At any rate, I am now in the process of downsizing. My son Benjamin found the house we’re moving into, but God picked it. We can tell He went before us and smoothed the way, because His fingerprints are all over the place. Just the fact that our landlord agreed to rent to a family with twelve children is a small miracle in itself!

With every load we carry over, that place is looking more and more (and this one less and less) like home. It is a beautiful house with a great floor plan and will accommodate a surprising number of the things I was reluctant to leave behind, often in spaces that seem tailor made for them. Beds, curtains, piano, rugs — time and again, they’ve fit where we’ve needed them to go without an inch to spare. I may not be able to squeeze my ten-foot table into my new breakfast nook, but oddly enough, there’s a ten-foot cubby in the garage that seems to serve no other purpose but to temporarily house that table as a makeshift workbench.

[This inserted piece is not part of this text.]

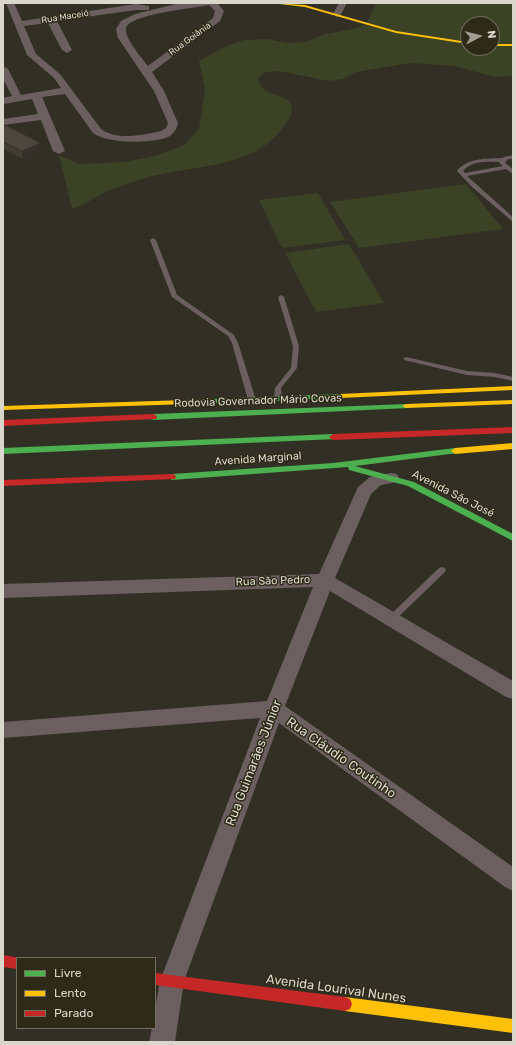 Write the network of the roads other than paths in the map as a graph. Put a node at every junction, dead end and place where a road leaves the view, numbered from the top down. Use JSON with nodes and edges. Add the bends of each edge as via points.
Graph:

So here again, God is leading us by baby steps. If there is a mud hut in our future — and there may be — He is not asking us to move there today. We’ve signed a fourteen-month lease on our new home, which will allow our older boys to finish up at UT Tyler while we sort out our next step. We honestly don’t know what that next step may be, but we know that God knows, and that He is good and merciful and sovereign. And shouldn’t that be enough?